Stored data
+++
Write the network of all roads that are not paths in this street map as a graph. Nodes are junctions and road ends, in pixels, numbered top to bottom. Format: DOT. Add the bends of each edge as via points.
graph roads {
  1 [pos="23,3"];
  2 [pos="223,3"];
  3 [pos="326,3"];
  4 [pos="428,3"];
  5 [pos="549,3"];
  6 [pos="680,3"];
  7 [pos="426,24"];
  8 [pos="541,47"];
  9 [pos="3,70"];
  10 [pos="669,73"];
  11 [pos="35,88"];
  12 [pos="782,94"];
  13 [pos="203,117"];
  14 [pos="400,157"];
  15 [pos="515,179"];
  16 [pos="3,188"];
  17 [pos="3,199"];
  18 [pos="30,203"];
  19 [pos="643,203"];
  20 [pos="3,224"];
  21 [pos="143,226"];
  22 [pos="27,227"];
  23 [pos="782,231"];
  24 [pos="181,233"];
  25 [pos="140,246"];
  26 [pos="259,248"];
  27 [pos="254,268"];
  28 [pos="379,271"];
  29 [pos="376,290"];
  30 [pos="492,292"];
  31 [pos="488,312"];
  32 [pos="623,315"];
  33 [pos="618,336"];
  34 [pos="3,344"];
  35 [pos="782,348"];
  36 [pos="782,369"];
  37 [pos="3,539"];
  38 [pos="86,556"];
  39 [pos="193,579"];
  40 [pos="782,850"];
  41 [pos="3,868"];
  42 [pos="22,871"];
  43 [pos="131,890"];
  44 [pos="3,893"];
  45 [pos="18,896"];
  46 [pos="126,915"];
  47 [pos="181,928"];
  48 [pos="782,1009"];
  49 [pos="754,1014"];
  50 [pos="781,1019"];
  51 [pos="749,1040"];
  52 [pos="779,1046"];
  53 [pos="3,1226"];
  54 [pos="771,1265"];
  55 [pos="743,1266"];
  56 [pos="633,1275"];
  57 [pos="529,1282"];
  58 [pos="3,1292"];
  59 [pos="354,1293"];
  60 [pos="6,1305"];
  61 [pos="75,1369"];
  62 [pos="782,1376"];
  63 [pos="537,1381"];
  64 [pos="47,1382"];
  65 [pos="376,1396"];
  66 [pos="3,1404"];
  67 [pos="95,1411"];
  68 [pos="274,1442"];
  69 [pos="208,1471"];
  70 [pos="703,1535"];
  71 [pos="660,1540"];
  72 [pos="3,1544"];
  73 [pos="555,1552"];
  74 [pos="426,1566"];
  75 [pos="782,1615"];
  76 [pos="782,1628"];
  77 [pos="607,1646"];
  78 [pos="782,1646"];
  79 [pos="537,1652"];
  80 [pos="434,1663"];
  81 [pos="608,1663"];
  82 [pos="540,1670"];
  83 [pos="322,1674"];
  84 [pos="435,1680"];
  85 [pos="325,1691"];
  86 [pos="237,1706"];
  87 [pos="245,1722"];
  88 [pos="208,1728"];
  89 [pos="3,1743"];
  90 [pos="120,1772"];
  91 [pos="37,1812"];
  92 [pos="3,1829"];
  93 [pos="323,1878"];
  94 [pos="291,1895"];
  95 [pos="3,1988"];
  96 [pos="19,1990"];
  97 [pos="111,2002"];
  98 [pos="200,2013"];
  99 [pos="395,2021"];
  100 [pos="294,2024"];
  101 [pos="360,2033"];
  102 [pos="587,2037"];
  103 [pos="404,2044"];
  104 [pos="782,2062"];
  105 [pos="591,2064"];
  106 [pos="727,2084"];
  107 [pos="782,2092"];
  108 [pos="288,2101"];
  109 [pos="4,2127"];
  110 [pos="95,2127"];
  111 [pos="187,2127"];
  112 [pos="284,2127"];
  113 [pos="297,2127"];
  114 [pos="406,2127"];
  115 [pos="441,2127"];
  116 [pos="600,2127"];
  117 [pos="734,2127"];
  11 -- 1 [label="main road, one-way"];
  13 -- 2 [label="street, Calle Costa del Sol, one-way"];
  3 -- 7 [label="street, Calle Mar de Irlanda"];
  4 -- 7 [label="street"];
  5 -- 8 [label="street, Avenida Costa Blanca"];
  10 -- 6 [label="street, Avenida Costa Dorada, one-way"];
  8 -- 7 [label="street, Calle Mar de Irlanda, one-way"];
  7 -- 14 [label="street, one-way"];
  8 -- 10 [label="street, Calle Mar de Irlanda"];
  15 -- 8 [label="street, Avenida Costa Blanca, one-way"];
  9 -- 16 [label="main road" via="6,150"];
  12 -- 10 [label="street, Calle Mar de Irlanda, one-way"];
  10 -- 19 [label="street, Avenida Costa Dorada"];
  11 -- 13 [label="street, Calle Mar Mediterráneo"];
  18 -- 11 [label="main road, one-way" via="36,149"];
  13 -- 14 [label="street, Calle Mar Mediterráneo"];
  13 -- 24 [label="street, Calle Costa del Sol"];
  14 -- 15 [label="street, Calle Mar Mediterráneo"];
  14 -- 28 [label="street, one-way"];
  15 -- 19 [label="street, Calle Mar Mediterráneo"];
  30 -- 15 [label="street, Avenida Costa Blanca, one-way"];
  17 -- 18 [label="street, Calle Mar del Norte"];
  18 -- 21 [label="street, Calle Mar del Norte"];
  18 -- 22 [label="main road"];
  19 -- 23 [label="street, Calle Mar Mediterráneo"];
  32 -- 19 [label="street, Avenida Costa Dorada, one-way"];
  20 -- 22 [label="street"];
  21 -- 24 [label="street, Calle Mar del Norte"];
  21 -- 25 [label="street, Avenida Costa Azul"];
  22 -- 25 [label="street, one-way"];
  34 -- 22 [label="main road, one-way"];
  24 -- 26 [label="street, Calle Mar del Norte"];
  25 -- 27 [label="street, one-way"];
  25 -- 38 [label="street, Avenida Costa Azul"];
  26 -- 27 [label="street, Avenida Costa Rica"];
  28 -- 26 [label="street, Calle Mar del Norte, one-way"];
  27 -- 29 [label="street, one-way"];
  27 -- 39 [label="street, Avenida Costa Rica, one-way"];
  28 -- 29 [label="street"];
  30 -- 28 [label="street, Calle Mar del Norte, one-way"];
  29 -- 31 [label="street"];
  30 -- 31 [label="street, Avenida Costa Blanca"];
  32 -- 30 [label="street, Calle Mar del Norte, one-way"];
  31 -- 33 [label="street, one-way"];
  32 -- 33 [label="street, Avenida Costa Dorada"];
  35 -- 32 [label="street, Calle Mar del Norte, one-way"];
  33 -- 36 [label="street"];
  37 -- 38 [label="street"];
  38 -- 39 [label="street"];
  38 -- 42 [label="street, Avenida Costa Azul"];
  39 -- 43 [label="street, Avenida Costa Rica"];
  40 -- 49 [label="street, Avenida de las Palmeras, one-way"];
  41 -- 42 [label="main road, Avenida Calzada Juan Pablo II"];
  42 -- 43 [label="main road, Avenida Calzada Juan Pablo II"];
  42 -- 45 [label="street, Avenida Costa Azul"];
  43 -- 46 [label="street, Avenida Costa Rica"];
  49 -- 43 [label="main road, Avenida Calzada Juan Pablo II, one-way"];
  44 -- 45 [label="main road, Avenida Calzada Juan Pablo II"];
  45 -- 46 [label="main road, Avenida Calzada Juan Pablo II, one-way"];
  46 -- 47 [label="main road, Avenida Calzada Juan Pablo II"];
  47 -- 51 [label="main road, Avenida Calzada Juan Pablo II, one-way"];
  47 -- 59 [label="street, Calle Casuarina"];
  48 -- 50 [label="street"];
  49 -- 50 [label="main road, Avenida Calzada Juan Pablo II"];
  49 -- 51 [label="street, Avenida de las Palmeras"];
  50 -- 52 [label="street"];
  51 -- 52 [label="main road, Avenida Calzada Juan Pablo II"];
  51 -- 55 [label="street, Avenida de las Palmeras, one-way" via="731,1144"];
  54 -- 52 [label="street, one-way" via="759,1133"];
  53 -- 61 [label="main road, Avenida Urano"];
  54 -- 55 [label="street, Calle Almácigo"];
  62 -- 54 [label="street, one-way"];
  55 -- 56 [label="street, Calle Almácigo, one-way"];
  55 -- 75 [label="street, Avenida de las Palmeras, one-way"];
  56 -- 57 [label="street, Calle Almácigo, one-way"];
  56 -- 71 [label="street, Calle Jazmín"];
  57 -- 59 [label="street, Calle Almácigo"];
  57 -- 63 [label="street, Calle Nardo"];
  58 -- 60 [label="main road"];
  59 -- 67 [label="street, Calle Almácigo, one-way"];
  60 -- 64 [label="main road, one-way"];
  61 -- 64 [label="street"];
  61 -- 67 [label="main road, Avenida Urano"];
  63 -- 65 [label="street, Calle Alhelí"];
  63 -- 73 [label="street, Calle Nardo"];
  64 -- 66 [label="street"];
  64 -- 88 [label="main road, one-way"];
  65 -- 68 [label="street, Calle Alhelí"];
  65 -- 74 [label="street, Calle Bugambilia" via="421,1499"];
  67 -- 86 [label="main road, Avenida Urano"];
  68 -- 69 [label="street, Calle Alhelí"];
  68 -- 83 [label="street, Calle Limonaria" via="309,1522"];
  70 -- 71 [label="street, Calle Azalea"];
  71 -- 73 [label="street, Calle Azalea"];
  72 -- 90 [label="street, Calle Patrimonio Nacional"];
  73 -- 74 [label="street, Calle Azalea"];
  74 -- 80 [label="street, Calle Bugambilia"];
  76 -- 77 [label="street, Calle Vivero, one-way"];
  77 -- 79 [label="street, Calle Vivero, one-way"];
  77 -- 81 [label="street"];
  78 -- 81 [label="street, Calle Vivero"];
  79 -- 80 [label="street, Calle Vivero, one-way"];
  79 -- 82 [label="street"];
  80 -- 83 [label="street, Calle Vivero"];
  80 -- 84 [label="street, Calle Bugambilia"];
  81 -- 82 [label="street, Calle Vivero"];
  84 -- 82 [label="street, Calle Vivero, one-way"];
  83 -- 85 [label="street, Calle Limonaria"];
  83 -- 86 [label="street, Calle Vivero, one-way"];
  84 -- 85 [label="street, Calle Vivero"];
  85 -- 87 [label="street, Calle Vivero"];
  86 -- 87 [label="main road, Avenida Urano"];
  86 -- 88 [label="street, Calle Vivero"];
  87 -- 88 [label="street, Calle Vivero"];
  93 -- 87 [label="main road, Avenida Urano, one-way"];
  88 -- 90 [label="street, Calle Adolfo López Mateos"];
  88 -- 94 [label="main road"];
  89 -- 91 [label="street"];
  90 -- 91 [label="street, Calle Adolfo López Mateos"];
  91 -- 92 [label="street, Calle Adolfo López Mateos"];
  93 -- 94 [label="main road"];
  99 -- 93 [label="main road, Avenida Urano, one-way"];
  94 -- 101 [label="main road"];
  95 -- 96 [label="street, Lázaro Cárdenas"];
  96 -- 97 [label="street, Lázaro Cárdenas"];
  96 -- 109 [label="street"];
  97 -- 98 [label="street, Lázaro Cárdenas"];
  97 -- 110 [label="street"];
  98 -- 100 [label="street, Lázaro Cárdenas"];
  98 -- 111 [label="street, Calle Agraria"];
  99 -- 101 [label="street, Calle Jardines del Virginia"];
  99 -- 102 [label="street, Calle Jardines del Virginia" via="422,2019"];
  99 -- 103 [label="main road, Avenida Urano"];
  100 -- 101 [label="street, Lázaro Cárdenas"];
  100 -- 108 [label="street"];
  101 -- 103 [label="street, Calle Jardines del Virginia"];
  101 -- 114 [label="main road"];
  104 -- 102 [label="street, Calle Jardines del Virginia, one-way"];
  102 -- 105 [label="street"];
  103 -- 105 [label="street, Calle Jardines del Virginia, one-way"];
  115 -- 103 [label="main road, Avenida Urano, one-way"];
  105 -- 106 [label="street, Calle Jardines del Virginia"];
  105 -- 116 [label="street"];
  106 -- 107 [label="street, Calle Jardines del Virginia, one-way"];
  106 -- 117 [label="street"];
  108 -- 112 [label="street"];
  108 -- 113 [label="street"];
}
+++
## Work request
Going through the data above, state how many lines include the word "Adolfo"; only that number is needed.

## Result of the exercise
3